Mechanisms of Brexanolone Therapeutics in Post-Partum Depression: Expanded follow-up study

2023 Award: $100,000

Brexanolone is the first FDA approved medication for postpartum depression. This medication has a different mechanism of action than typical antidepressants and we will be investigating brexanolone’s impact on the systemic inflammatory pathways. Better understanding of why brexanolone is so effective for postpartum depression may provide a better understanding of postpartum depression itself and development of more accessible therapeutics.

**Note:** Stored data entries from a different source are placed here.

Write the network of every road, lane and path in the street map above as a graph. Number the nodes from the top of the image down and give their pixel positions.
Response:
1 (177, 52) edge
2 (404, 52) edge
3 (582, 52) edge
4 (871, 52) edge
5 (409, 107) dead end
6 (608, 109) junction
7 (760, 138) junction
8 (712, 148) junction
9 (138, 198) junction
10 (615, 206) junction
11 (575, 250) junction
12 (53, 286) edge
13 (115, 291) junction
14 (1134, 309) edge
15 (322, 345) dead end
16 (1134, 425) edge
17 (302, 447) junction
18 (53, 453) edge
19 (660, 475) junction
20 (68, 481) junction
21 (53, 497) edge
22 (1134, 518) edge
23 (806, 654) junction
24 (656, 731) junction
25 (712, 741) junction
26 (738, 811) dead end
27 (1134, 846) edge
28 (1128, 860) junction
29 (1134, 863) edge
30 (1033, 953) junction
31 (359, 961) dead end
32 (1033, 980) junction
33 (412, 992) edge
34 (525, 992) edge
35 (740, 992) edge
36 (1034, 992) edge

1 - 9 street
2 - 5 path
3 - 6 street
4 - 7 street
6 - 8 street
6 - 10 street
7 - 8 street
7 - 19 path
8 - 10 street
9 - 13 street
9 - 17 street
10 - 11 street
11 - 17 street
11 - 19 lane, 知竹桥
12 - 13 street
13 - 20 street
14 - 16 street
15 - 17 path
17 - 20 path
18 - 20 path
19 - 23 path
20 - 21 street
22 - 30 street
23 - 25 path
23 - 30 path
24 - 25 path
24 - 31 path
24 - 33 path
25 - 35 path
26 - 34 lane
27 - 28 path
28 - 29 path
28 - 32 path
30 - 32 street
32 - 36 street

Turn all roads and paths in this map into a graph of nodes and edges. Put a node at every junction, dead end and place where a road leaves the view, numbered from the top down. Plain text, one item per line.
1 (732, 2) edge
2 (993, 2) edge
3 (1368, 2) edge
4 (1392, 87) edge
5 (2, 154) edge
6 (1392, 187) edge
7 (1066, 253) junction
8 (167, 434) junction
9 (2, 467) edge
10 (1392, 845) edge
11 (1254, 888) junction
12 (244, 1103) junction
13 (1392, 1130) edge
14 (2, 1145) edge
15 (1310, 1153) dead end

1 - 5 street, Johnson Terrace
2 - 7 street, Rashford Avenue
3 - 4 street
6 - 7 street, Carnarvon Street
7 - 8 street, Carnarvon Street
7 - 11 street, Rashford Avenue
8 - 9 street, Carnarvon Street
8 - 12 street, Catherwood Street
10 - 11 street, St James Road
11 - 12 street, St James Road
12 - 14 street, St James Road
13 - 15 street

Need/Problem: Brexanolone is recently the first FDA approved medication for postpartum depression, which happens to be the most common complication of childbirth. This medication is an exciting development in psychiatry, in that it is rapidly acting, given by IV infusion over 60 hours, and has a vastly different mechanism of action than typical antidepressants. Despite these successes, there are limitations in that it requires a multiple day hospital admission, time away from family, and is expensive. We thus hope to better understand the mechanism of action of brexanolone and why this is so effective for PPD to allow for development of more affordable bioavailable compounds and better understanding of this common illness.

Grant Summary: Over the past several years, we have been fortunate to form a partnership between UNC’s Clinical Brexanolone Treatment Program and UNC’s Molecular Neuropharmacology Lab. Our collaboration provides the first human data showing that brexanolone inhibits inflammatory pathways which contributes to the therapeutic effects of brexanolone.

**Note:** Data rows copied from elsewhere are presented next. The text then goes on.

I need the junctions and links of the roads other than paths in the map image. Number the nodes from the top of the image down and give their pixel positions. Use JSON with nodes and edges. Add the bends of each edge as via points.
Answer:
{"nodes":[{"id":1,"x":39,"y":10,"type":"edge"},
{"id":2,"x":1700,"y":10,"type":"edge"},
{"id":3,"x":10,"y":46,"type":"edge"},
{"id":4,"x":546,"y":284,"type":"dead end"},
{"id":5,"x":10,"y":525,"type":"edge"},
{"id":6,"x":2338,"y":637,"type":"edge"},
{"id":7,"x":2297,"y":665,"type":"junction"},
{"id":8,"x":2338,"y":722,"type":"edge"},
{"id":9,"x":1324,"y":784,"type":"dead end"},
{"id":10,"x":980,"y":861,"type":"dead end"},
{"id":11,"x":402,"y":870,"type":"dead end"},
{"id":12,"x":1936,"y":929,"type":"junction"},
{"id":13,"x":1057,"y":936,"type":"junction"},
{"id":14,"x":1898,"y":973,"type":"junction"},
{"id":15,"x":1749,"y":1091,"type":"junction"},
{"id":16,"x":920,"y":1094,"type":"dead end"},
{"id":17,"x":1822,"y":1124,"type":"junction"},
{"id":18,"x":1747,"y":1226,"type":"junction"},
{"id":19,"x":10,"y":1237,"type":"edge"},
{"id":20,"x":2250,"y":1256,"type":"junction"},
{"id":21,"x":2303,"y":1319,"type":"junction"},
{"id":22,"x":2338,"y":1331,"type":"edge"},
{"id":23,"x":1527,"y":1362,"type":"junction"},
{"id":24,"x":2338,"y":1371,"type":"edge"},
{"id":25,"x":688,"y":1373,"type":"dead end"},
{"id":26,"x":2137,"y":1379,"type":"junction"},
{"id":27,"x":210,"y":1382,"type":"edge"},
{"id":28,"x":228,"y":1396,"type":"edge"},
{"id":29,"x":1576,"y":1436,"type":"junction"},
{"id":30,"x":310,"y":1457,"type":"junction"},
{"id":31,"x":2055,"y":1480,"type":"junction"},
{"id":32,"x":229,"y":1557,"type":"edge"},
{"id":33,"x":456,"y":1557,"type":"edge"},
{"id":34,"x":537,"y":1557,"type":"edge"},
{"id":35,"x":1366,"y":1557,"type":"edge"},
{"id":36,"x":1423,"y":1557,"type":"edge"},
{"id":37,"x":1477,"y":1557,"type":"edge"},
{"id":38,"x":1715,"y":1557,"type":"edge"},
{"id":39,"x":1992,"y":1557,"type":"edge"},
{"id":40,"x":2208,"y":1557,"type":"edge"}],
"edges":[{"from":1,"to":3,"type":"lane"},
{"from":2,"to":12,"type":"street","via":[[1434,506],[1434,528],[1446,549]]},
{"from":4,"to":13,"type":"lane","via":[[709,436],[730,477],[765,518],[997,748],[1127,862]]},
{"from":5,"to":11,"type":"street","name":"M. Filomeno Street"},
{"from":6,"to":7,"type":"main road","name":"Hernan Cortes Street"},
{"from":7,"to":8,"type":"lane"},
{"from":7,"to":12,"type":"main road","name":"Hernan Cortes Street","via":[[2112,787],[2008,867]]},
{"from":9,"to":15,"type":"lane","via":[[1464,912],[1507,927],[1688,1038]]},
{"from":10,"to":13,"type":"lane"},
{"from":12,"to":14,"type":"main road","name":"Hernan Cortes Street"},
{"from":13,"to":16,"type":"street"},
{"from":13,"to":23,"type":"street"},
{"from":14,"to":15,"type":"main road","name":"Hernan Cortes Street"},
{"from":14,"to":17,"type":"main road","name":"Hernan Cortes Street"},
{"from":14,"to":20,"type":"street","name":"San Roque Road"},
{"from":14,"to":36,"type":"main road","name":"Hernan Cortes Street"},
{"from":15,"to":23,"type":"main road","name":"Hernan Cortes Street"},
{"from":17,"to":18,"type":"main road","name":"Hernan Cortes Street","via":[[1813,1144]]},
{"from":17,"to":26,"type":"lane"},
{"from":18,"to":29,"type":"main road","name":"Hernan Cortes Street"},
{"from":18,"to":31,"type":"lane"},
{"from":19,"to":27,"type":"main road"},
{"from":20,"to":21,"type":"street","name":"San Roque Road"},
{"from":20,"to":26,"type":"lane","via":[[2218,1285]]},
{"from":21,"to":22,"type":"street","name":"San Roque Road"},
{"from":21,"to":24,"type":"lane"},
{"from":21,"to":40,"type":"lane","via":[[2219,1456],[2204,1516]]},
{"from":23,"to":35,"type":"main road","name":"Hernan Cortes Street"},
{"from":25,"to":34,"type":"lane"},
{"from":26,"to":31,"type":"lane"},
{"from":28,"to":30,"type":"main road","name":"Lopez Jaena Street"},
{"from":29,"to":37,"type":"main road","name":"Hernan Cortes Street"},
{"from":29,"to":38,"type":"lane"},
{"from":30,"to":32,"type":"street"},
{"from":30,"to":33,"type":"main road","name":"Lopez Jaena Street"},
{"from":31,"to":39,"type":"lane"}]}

We will now follow additional cases, to determine if the inhibition of systemic inflammatory pathways persists as long as the anti-depressant and therapeutic effects of brexanolone remain.

Goals and Projected Outcomes: This study will provide follow up data on the inflammatory pathways and how they are altered after receiving brexanolone infusion for the treatment of postpartum depression. Data derived from this study will support additional funding to develop interventions to target postpartum depression.

Riah Patterson, MD

Grant Details: The first aim will be to increase the power of our studies by increasing the number of participants by an additional 25 and to determine if the anti-inflammatory effects of brexanolone are sustained for 30- and 90-days post infusion. Prior to this proposal, cases were only followed 6-12 hours after infusion and yet prior data indicates that the therapeutic effects of brexanolone remain present at 7, 30 and 90 days (Kanes et al., 2017; Meltzer-Brody et al., 2018; Patterson et al., 2022). We will examine HAM-D results at 30 and 90 days and at those same time points we will gather whole blood to capture the pro-inflammatory markers TNF-a and IL6, and the anti-inflammatory marker IL10 to examine if these changes in inflammatory pathways correlate with continued therapeutic benefit of the brexanolone treatment (Balan et al., 2023). Brexanolone is synthetic allopregnanolone, and we know that allopregnanolone levels return to control levels shortly after the infusion, so we want to know what else has changed and what accounts for this sustained clinical improvement.

This research is important because it will 1) advance our understanding of the biological mechanisms underlying both the triggering of and susceptibility to PPD; and 2) potentially permit the identification of those at risk for PPD well before illness expression, which would allow for a personalized medicine approach to prevention and treatment, a goal with obvious implications for public health.